Infrastructure sharing, consolidation and outsourcing will continue to grow. The market economics of significant bandwidth increases not matched by revenue increases will accelerate the trend towards a smaller number of larger networks through a mixture of merger/acquisition, infrastructure sharing and outsourcing moves. Achieving the resultant integration issues and driving real economies of scale will continue to be problematic, driving the need for better planning and execution of such moves.

New service revenues will continue to prove hard to get. Despite the growth of mobile broadband, candidates for truly new revenue sources (e.g. mobile money, cloud-based services, IPTV, app stores, etc.) will continue to be proposed and trialed. However, the likelihood is that the failure rate on these will be high and margins will be thinner than in the past as revenue will often need to be shared with partners. Existing and new regulatory constraints (such as net neutrality) will continue to play against new revenue exploitation for service providers in many markets. The ability to launch new services quickly and easily and operate them across value chains at low cost will continue to grow in importance. There may be a new round of M&A and diversification strategies as service providers seek to acquire new revenue streams rather than growing them organically.Market share management will become increasingly important. In mature, saturated markets, the easiest path to growth is through taking market share from competitors. Pricing is obviously important, but the importance of a good customer experience to drive up loyalty is beginning to be better understood and practiced in the communications sector. An increasing emphasis on reducing churn and increasing “wallet share” through improved customer experience is likely.

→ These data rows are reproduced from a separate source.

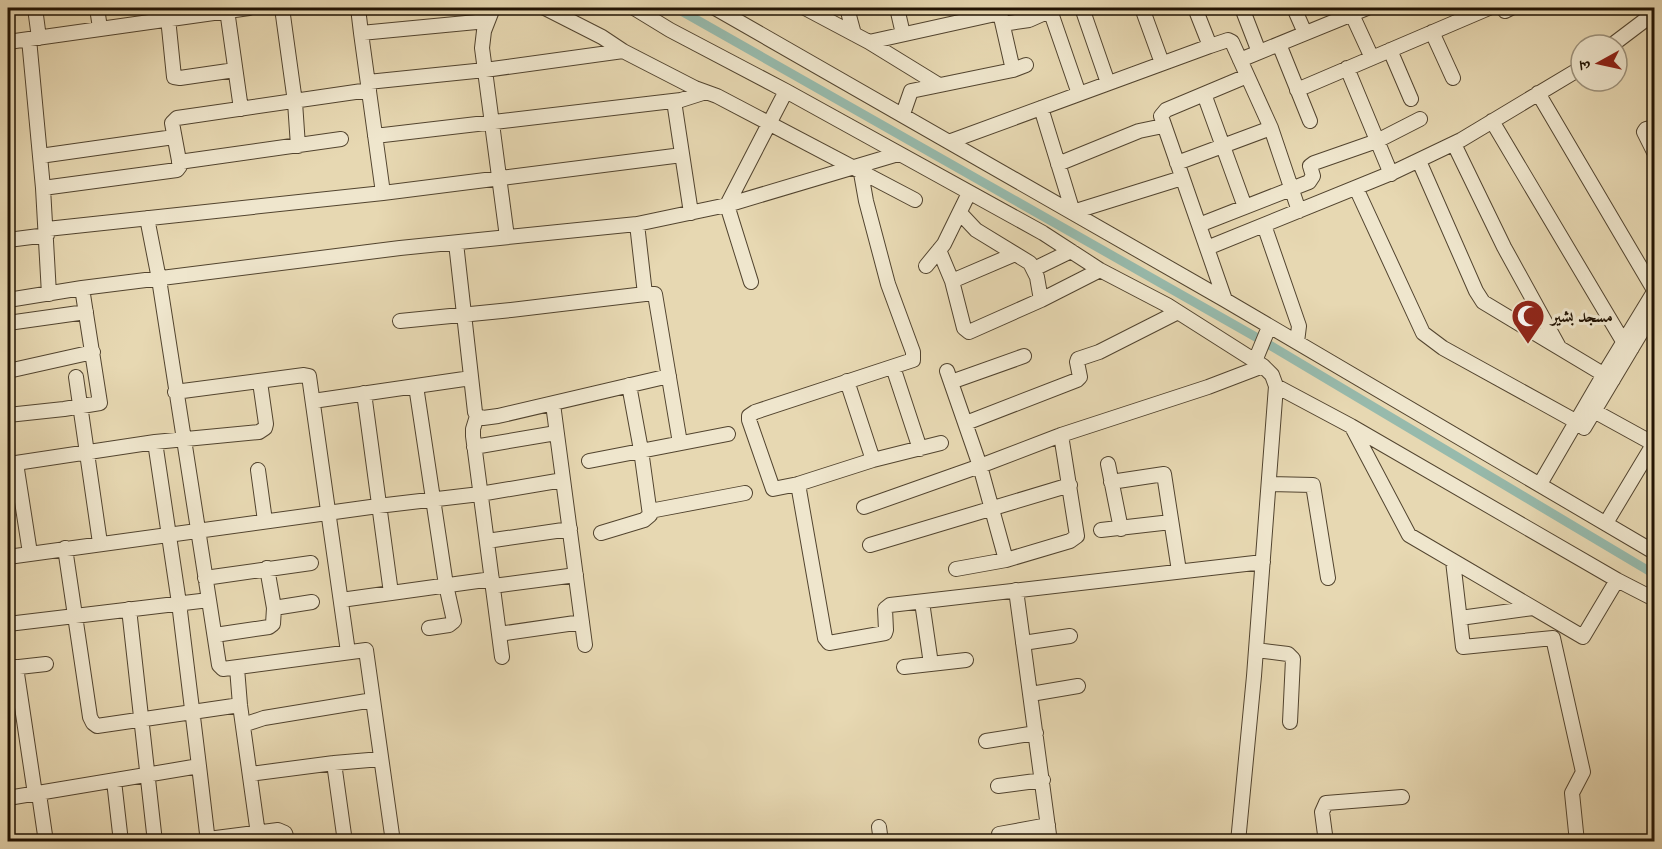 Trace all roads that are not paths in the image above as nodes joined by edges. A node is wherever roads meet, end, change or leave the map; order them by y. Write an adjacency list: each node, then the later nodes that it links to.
1 (35, 8): 35 (street)
2 (97, 8): 28 (street)
3 (249, 8): 22 (street)
4 (282, 8): 63 (street)
5 (358, 8): 30 (street)
6 (546, 8): 41 (street)
7 (634, 8): 56 (street)
8 (715, 8): 66 (street)
9 (805, 8): 33 (street)
10 (848, 8): 33 (street)
11 (897, 8): 34 (street)
12 (1082, 8): 52 (street)
13 (1142, 8): 45 (street)
14 (1195, 8): 39 (street)
15 (1242, 8): 42 (street)
16 (1294, 8): 31 (street)
17 (1367, 8): 23 (street)
18 (1489, 8): 29 (street)
19 (1503, 8): 20 (street)
20 (1511, 8)
21 (1053, 9): 27 (street); 59 (street)
22 (222, 10): 26 (street); 47 (street)
23 (1351, 11): 31 (street); 43 (street)
24 (1652, 12): 32 (street)
25 (490, 14): 30 (street); 48 (street)
26 (168, 18): 28 (street); 47 (street)
27 (1003, 24): 34 (street); 53 (street)
28 (100, 28): 35 (street)
29 (1432, 32): 40 (street); 51 (street)
30 (361, 33): 54 (street)
31 (1305, 33): 38 (street)
32 (1627, 33)
33 (854, 34): 37 (street)
34 (903, 34): 37 (street)
35 (34, 38): 36 (street); 86 (street)
36 (8, 42)
37 (869, 42): 53 (street)
38 (1279, 44): 42 (street); 55 (street)
39 (1210, 46): 44 (street); 45 (street)
40 (1390, 50): 43 (street); 61 (street)
41 (623, 51): 48 (street); 57 (street)
42 (1259, 52): 44 (street)
43 (1372, 58): 46 (street)
44 (1240, 60): 50 (street)
45 (1162, 63): 52 (street)
46 (1347, 68): 55 (street); 79 (street)
47 (235, 70): 65 (street)
48 (485, 70): 54 (street); 70 (street)
49 (1569, 75): 58 (street)
50 (1247, 76): 60 (street); 74 (street)
51 (1453, 78)
52 (1108, 83): 59 (street)
53 (939, 85): 66 (street)
54 (368, 86): 63 (street); 75 (street)
55 (1297, 90): 68 (street)
56 (786, 91): 71 (street); 84 (street)
57 (706, 92): 62 (street); 71 (street)
58 (1538, 93): 69 (street); 126 (street)
59 (1079, 94): 64 (street)
60 (1204, 94): 72 (street); 82 (street)
61 (1411, 99)
62 (674, 101): 70 (street); 85 (street)
63 (295, 102): 65 (street); 81 (street)
64 (1041, 108): 78 (street); 90 (street)
65 (241, 109): 76 (street)
66 (903, 114): 78 (street)
67 (1420, 119): 79 (street)
68 (1310, 121)
69 (1492, 121): 80 (street); 141 (street)
70 (491, 122): 75 (street); 93 (street)
71 (768, 124): 91 (street); 101 (street)
72 (1163, 126): 89 (street); 90 (street)
73 (1654, 127): 83 (street)
74 (1271, 128): 82 (street); 96 (street)
75 (375, 136): 98 (street)
76 (174, 137): 86 (street); 88 (street)
77 (341, 139): 81 (street)
78 (951, 141): 104 (street)
79 (1377, 141): 92 (street); 96 (street)
80 (1454, 144): 87 (street); 142 (street)
81 (298, 146): 88 (street)
82 (1222, 146): 89 (street); 102 (street)
83 (1654, 152)
84 (898, 154): 91 (street); 99 (street)
85 (682, 155): 93 (street); 105 (street)
86 (40, 156): 95 (street)
87 (1419, 161): 92 (street); 142 (street)
88 (179, 162): 95 (street)
89 (1177, 163): 94 (street)
90 (1058, 164): 104 (street)
91 (858, 171): 100 (street); 101 (street); 146 (street)
92 (1390, 174): 97 (street)
93 (498, 178): 98 (street); 112 (street)
94 (1182, 178): 104 (street); 109 (street)
95 (43, 188): 111 (street)
96 (1292, 188): 102 (street); 103 (street)
97 (1356, 188): 103 (street); 165 (street)
98 (383, 193): 107 (street)
99 (969, 193): 106 (street); 117 (street)
100 (915, 200)
101 (727, 205): 105 (street); 124 (street)
102 (1245, 207): 109 (street)
103 (1299, 211): 110 (street)
104 (1072, 212): 131 (street)
105 (692, 213): 108 (street)
106 (960, 213): 116 (street); 118 (street)
107 (147, 218): 111 (street); 122 (street)
108 (638, 224): 112 (street); 128 (street)
109 (1198, 225): 115 (street)
110 (1264, 225): 115 (street); 140 (street)
111 (47, 232): 113 (street); 127 (street)
112 (507, 237): 114 (street)
113 (8, 240)
114 (456, 243): 122 (street); 135 (street)
115 (1207, 248): 131 (street)
116 (939, 250): 119 (street); 123 (street)
117 (1071, 251): 120 (street); 121 (street)
118 (1015, 254): 120 (street); 123 (street)
119 (926, 266)
120 (1034, 269): 130 (street)
121 (1100, 270): 130 (street); 134 (street)
122 (159, 279): 125 (street); 157 (street)
123 (952, 281): 130 (street)
124 (751, 282)
125 (82, 288): 127 (street); 133 (street)
126 (1654, 291): 138 (street)
127 (49, 294): 129 (street)
128 (645, 294): 135 (street); 148 (street)
129 (8, 300)
130 (1041, 300)
131 (1225, 300): 139 (street)
132 (1654, 311): 138 (street)
133 (86, 312): 137 (street); 143 (street)
134 (1178, 312): 145 (street); 166 (street)
135 (464, 314): 136 (street); 151 (street)
136 (400, 321)
137 (8, 323)
138 (1647, 324): 141 (street)
139 (1268, 330): 140 (street); 145 (street)
140 (1297, 342): 191 (street)
141 (1628, 346): 150 (street)
142 (1560, 349): 150 (street)
143 (93, 352): 147 (street); 161 (street)
144 (1024, 356): 166 (street)
145 (1259, 360): 156 (street); 170 (street)
146 (893, 367): 152 (street); 177 (street)
147 (8, 371)
148 (669, 376): 154 (street); 174 (street)
149 (76, 377): 161 (street)
150 (1608, 377): 162 (street); 165 (street)
151 (471, 378): 155 (street); 164 (street)
152 (847, 381): 181 (street); 188 (street)
153 (260, 382): 157 (street); 159 (street); 171 (street)
154 (629, 385): 160 (street); 178 (street)
155 (416, 386): 158 (street); 194 (street)
156 (1276, 386): 167 (street); 189 (street)
157 (176, 392): 171 (street)
158 (364, 393): 159 (street); 195 (street)
159 (312, 401): 199 (street)
160 (553, 404): 164 (street); 168 (street)
161 (81, 406): 163 (street); 179 (street)
162 (1594, 411): 175 (street); 191 (street)
163 (8, 415)
164 (477, 416): 176 (street)
165 (1577, 422): 191 (street)
166 (966, 423): 184 (street)
167 (1351, 426): 217 (street); 226 (street)
168 (556, 433): 176 (street); 186 (street)
169 (728, 434): 174 (street)
170 (1061, 435): 184 (street); 190 (street)
171 (183, 440): 172 (street); 206 (street)
172 (155, 442): 179 (street); 208 (street)
173 (941, 442): 177 (street)
174 (680, 443): 178 (street)
175 (1654, 444): 202 (street)
176 (474, 447): 193 (street)
177 (920, 449): 181 (street)
178 (641, 450): 182 (street); 198 (street)
179 (88, 452): 180 (street); 210 (street)
180 (12, 460): 214 (street)
181 (873, 460): 188 (street)
182 (588, 461)
183 (1108, 464): 187 (street)
184 (980, 466): 196 (street); 197 (street)
185 (258, 470): 200 (street)
186 (563, 480): 193 (street); 203 (street)
187 (1111, 482): 201 (street); 204 (street)
188 (798, 484): 235 (street)
189 (1269, 484): 218 (street); 225 (street)
190 (1070, 485): 197 (street); 216 (street)
191 (1544, 486): 202 (street)
192 (745, 493): 198 (street)
193 (480, 494): 194 (street); 209 (street)
194 (433, 500): 195 (street); 228 (street)
195 (378, 506): 199 (street); 230 (street)
196 (864, 507)
197 (993, 508): 211 (street); 216 (street)
198 (650, 512): 207 (street)
199 (327, 513): 200 (street); 233 (street)
200 (266, 521): 206 (street)
201 (1171, 522): 204 (street); 222 (street)
202 (1606, 523): 213 (street)
203 (570, 529): 209 (street); 223 (street)
204 (1121, 529): 205 (street)
205 (1101, 530)
206 (197, 531): 208 (street); 224 (street)
207 (601, 533)
208 (168, 534): 210 (street); 236 (street)
209 (486, 541): 227 (street)
210 (100, 543): 212 (street)
211 (870, 545)
212 (65, 548): 214 (street); 240 (street)
213 (1654, 552)
214 (30, 553): 215 (street)
215 (8, 557)
216 (1006, 560): 221 (street)
217 (1453, 561): 238 (street); 241 (street)
218 (1263, 562): 222 (street); 250 (street)
219 (311, 563): 220 (street)
220 (267, 568): 224 (street); 237 (street)
221 (956, 568)
222 (1179, 571): 229 (street)
223 (576, 575): 227 (street); 242 (street)
224 (205, 578): 232 (street)
225 (1328, 578)
226 (1617, 580): 231 (street); 238 (street)
227 (492, 583): 228 (street); 245 (street)
228 (446, 585): 230 (street); 244 (street)
229 (1016, 590): 235 (street); 248 (street)
230 (390, 593): 233 (street)
231 (1654, 599)
232 (209, 600): 236 (street); 246 (street)
233 (341, 600): 251 (street)
234 (312, 602): 237 (street)
235 (922, 602): 255 (street)
236 (179, 603): 239 (street); 264 (street)
237 (273, 608): 246 (street)
238 (1533, 608): 241 (street)
239 (129, 609): 240 (street); 265 (street)
240 (75, 616): 243 (street); 265 (street)
241 (1460, 618): 296 (street)
242 (582, 622): 245 (street); 249 (street)
243 (8, 624)
244 (429, 628)
245 (499, 634): 252 (street)
246 (215, 635): 258 (street)
247 (1070, 636): 248 (street)
248 (1023, 643): 260 (street)
249 (585, 645)
250 (1256, 650): 266 (street); 294 (street)
251 (348, 652): 258 (street); 262 (street)
252 (502, 657)
253 (966, 660): 255 (street)
254 (46, 664): 257 (street)
255 (931, 664): 256 (street)
256 (904, 667)
257 (12, 668): 261 (street)
258 (237, 668): 263 (street)
259 (1078, 686): 260 (street)
260 (1031, 694): 268 (street)
261 (14, 698): 278 (street)
262 (373, 700): 267 (street); 270 (street)
263 (240, 705): 264 (street); 267 (street)
264 (192, 712): 265 (street); 272 (street)
265 (142, 719): 273 (street)
266 (1290, 722)
267 (243, 725): 274 (street)
268 (1036, 733): 269 (street); 275 (street)
269 (986, 741)
270 (381, 759): 271 (street); 291 (street)
271 (334, 763): 274 (street); 290 (street)
272 (199, 766): 273 (street); 285 (street)
273 (147, 774): 276 (street); 288 (street)
274 (250, 774): 283 (street)
275 (1043, 780): 277 (street); 281 (street)
276 (114, 781): 278 (street); 287 (street)
277 (998, 786)
278 (37, 794): 280 (street); 286 (street)
279 (1402, 797): 295 (street)
280 (8, 798)
281 (1048, 825): 284 (street); 293 (street)
282 (879, 827): 292 (street)
283 (258, 834): 285 (street); 289 (street)
284 (999, 834)
285 (208, 840)
286 (46, 842)
287 (122, 842)
288 (155, 842)
289 (288, 842)
290 (345, 842)
291 (393, 842)
292 (881, 842)
293 (1050, 842)
294 (1238, 842)
295 (1326, 842)
296 (1577, 842) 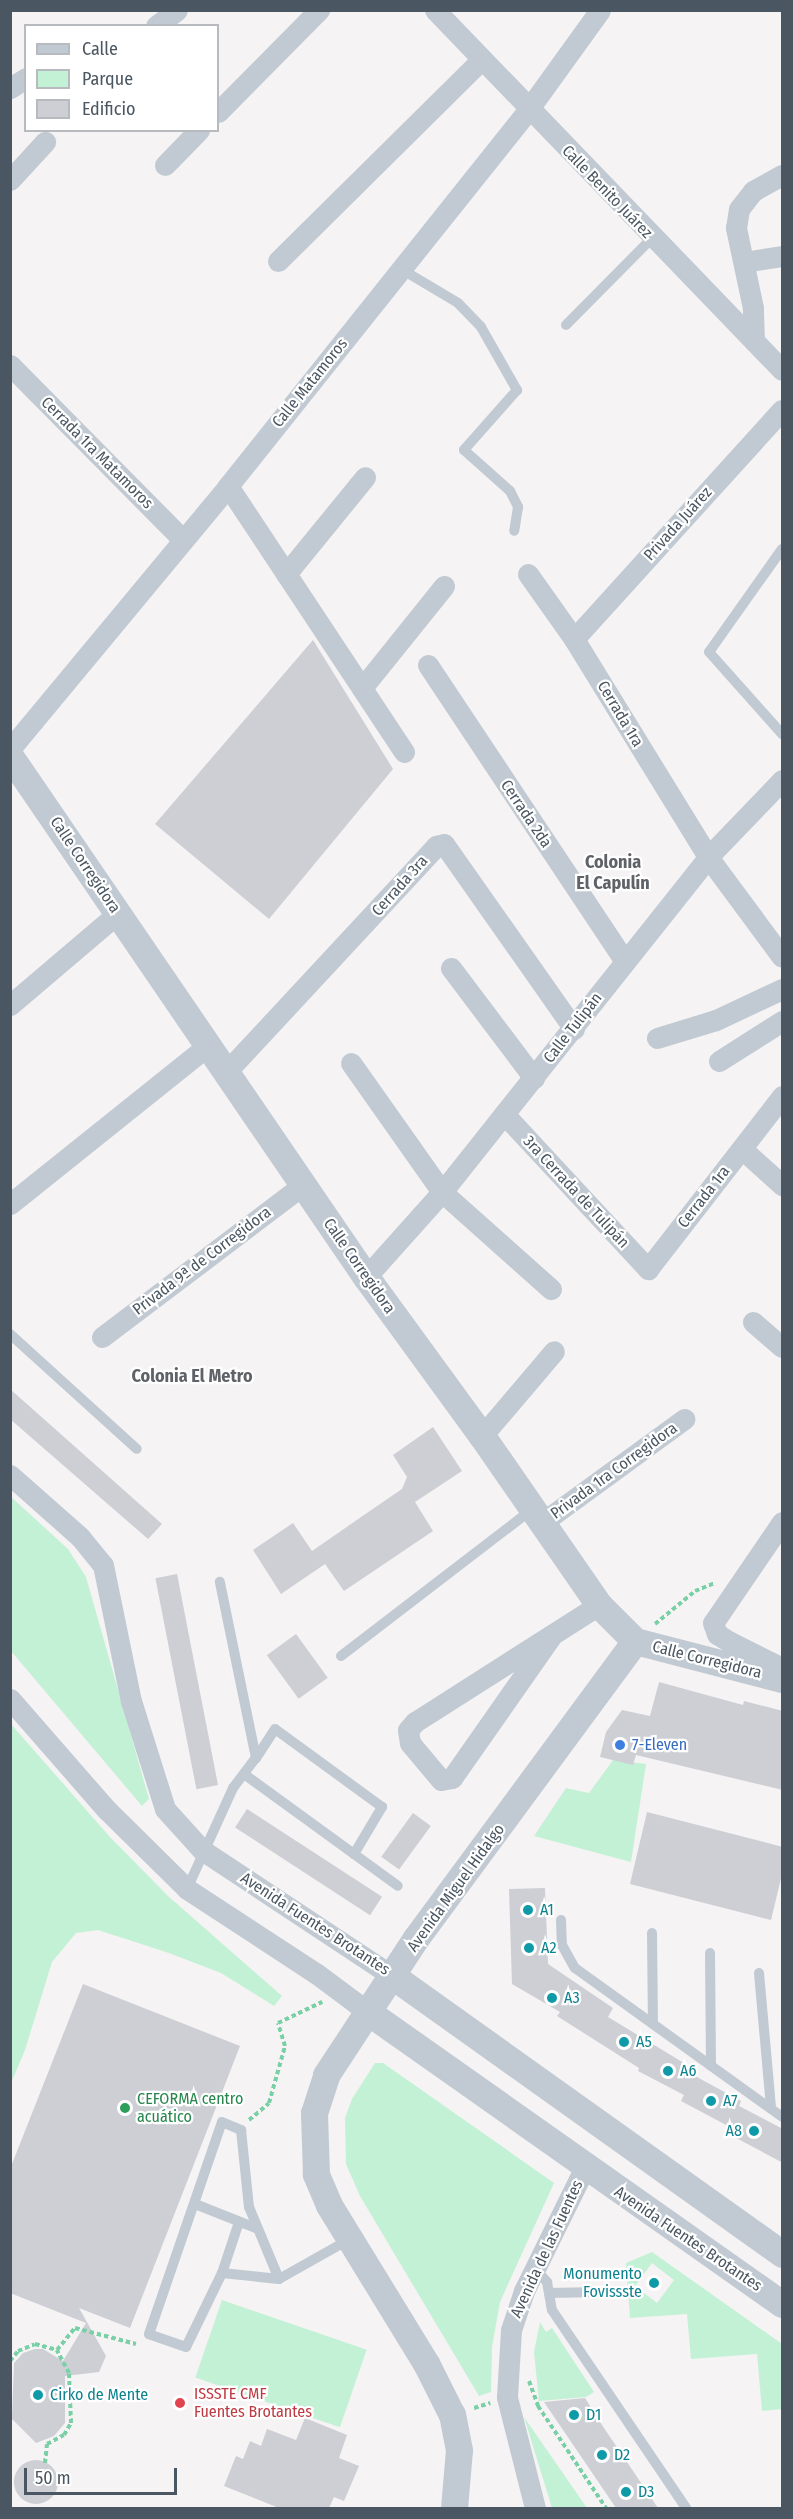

Cloud services will become increasingly important to communications players. Recent service outages from major cloud providers made clear that many cloud services lack service persistence, governance and accountability. More fleet of foot communications players will move to leverage their service management strengths and provide enterprises with secure and sophisticated managed cloud environments with service performance guarantees. Key functions may include overseeing service delivery, SLAs, federation, orchestration, security, governance, billing and settlement.

A tipping point

Twenty years ago, the process and systems engineering to create, deliver and monetize services were largely done in-house by service providers employing large software teams. In the past decade, much of this has moved to using systems integrators and deploying commercial systems, though these have often been highly customized to fit legacy work practices and preferences. As this shift has occurred, the supply side has consolidated from hundreds of small software companies providing niche products, to a small number of large companies providing broad solutions. Going forward, simple economics dictate that we are likely to see a much greater use of standards-based, commercial-off-the-shelf systems that are able to share information and be integrated simply and easily both within the service provider and among trading partners. In addition, we are likely to see continued growth of operators using managed services (outsourcing) of network operations and/or IT operations. Cloud-based services may also become a major factor in improving business agility and reducing costs.

It’s clear that the communications industry is currently at a critical juncture and desperately needs to shift from very inefficient, slow and cumbersome approaches to service creation and delivery to a very agile, highly efficient approach based on standardized processes, information and systems integration provided by a highly competitive and efficient supplier base.

We’re seeing a radical change taking place that will transform the communications industry as we know it. The days of fat margins and heady growth are gone, and now it’s the hard graft of doing what many other industry have baked into their DNA – continuously doing more for less. We truly are living in interesting times!